Histogram of primary chalcopyrite δ⁶⁵Cu values from Brothers and Niuatahi volcanoes and those from 73 different deposits over 19 countries and the seafloor of two oceans. Regardless of location, primary chalcopyrite typically has δ⁶⁵Cu values between −0.50 and 0.75 ‰, with ∼88 % of the data points falling within that range. Data from the two arc volcanoes mirrors the general distribution of chalcopyrite δ⁶⁵Cu values from other worldwide localities, with a consistent peak between 0.00 and 0.25 ‰, extended to slightly more positive values. The few data points at the ends of the range shown are far from their nearest data point, suggesting that they may not come from primary chalcopyrite, as it can be difficult to distinguish in some deposits. Data from Maréchal et al. (1999), Zhu et al. (2000), Jiang et al. (2002), Larson et al. (2003), Graham et al. (2004), Rouxel et al. (2004), Maher (2005), Mason et al. (2005), Mathur et al. (2005; 2009a; 2009b; 2012; 2013), Markl et al. (2006), Asael et al. (2007), Maher and Larson (2007), Haest et al. (2009), Li et al. (2010), Mirnejad et al. (2010), Braxton and Mathur (2011), Ikehata et al. (2011), and Palacios et al. (2011). See Online Resource 1 for more information on the global data included in this plot, including deposit names and locations

When the data for primary chalcopyrite is divided by ore deposit types, some apparent trends may be insightful with regard to mineralization (Fig. 7).
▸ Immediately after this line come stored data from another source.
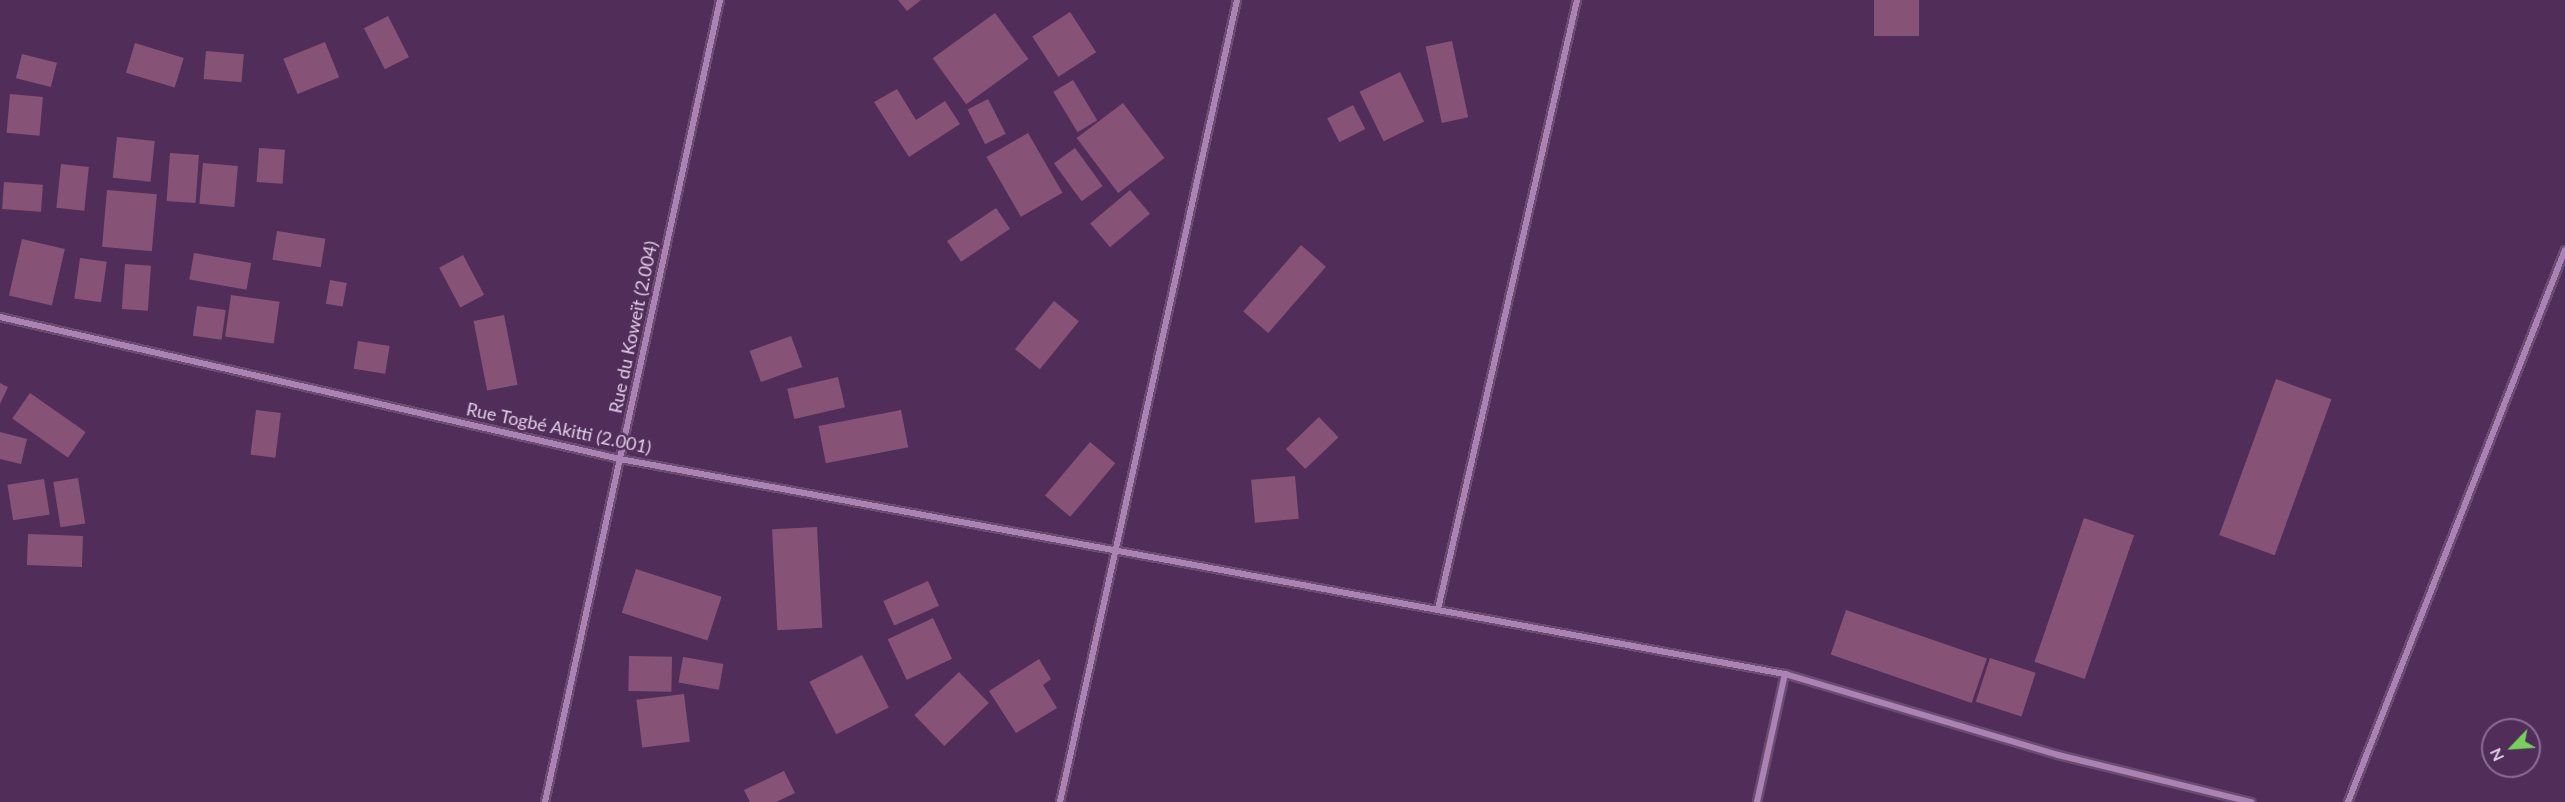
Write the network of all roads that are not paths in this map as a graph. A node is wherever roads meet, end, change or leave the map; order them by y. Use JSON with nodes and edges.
{"nodes":[{"id":1,"x":720,"y":0,"type":"edge"},
{"id":2,"x":1237,"y":0,"type":"edge"},
{"id":3,"x":1577,"y":0,"type":"edge"},
{"id":4,"x":2565,"y":250,"type":"edge"},
{"id":5,"x":0,"y":317,"type":"edge"},
{"id":6,"x":620,"y":459,"type":"junction"},
{"id":7,"x":1116,"y":549,"type":"junction"},
{"id":8,"x":1438,"y":609,"type":"junction"},
{"id":9,"x":1785,"y":674,"type":"junction"},
{"id":10,"x":545,"y":802,"type":"edge"},
{"id":11,"x":1060,"y":802,"type":"edge"},
{"id":12,"x":1757,"y":802,"type":"edge"},
{"id":13,"x":2251,"y":802,"type":"edge"},
{"id":14,"x":2348,"y":802,"type":"edge"}],
"edges":[{"from":1,"to":6,"type":"street","name":"Rue du Koweït (2.004)"},
{"from":2,"to":7,"type":"street"},
{"from":3,"to":8,"type":"street"},
{"from":4,"to":14,"type":"street"},
{"from":5,"to":6,"type":"street","name":"Rue Togbé Akitti (2.001)"},
{"from":6,"to":7,"type":"street","name":"Rue Togbé Akitti (2.001)"},
{"from":6,"to":10,"type":"street","name":"Rue du Koweït (2.004)"},
{"from":7,"to":8,"type":"street","name":"Rue Togbé Akitti (2.001)"},
{"from":7,"to":11,"type":"street"},
{"from":8,"to":9,"type":"street","name":"Rue Togbé Akitti (2.001)"},
{"from":9,"to":12,"type":"street"},
{"from":9,"to":13,"type":"street","name":"Rue Togbé Akitti (2.001)"}]}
For example, with one exception, active chimneys from arcs, backarcs, and MORs have minimum δ⁶⁵Cu values of around 0.0 ‰, likely reflecting the mantle/igneous source. While most hydrothermal ore deposit types have δ⁶⁵Cu values approaching a normal distribution, active chimneys in both MOR and arc-related environments are skewed towards higher values, suggesting they have been influenced by a Cu isotope enrichment process. The lack of negative δ⁶⁵Cu values in active chimneys suggests these deposits are separated from the corresponding isotopically depleted part of the system. Inactive chimneys have distinctly depleted δ⁶⁵Cu values relative to active chimneys and other ore deposit types, implicating seawater oxidation that results in isotopically light (<0 ‰), residual chalcopyrite and the dispersing of ⁶⁵Cu-enriched fluids, which could otherwise form a supergene deposit in a subaerial environment. Values of δ⁶⁵Cu for ancient seafloor volcanic-hosted massive sulphide (VHMS) deposits lie intermediate between modern active and inactive chimneys, displaying a narrow isotopic range, and suggest isotopic homogenization occurs over time for these deposits. Thus, the study of modern seafloor systems may be preferable to ancient massive sulphide deposits with respect to understanding high-temperature Cu isotope fractionation processes.

Fig. 7

Statistical box-and-whisker plots that show the distribution of Cu isotopes in primary chalcopyrite for chimneys from this study (purple) versus those from active and inactive MOR chimneys, and various hydrothermal ore deposit types (green). The vertical line inside each box is the median, while the diamond (♦) shows the mean. Four outliers (x) outside of 3* the interquartile range (length of box) are shown, and a further six outliers are outside the range of this plot for porphyry and vein-type deposits. Some trends within the dominant peak of Fig. 6 become apparent by dividing the data this way, as discussed in the text. Data sources are the same as listed in the caption of Fig. 6. BA backarc, VHMS volcanic-hosted massive sulphide. The number of data points included in each box-and-whisker is given by the number on the right-hand side of each plot

The distribution of Brothers data is almost exactly the same as that of positive δ⁶⁵Cu values for porphyry copper deposits (i.e. box and upper whisker; Fig. 7), which have a relatively well-defined, narrow range for a large number of samples (n = 256) and which also form in convergent plate margin settings. In contrast to active black smoker chimneys, the negative δ⁶⁵Cu values for porphyry copper deposits suggest that they are connected to the isotopically depleted part of the system, which extends to the same minimum as inactive chimneys. The near-normal distribution of all ore deposit types implies that ancient deposits in general incorporate both the enriched and depleted parts of the Cu isotope system. Skarn deposits have a similar Cu isotope distribution to porphyry copper deposits, although they extend to a wider range, which is perhaps not surprising considering these deposits utilize similar magmatic-hydrothermal fluids but occur in a greater variety of host rocks.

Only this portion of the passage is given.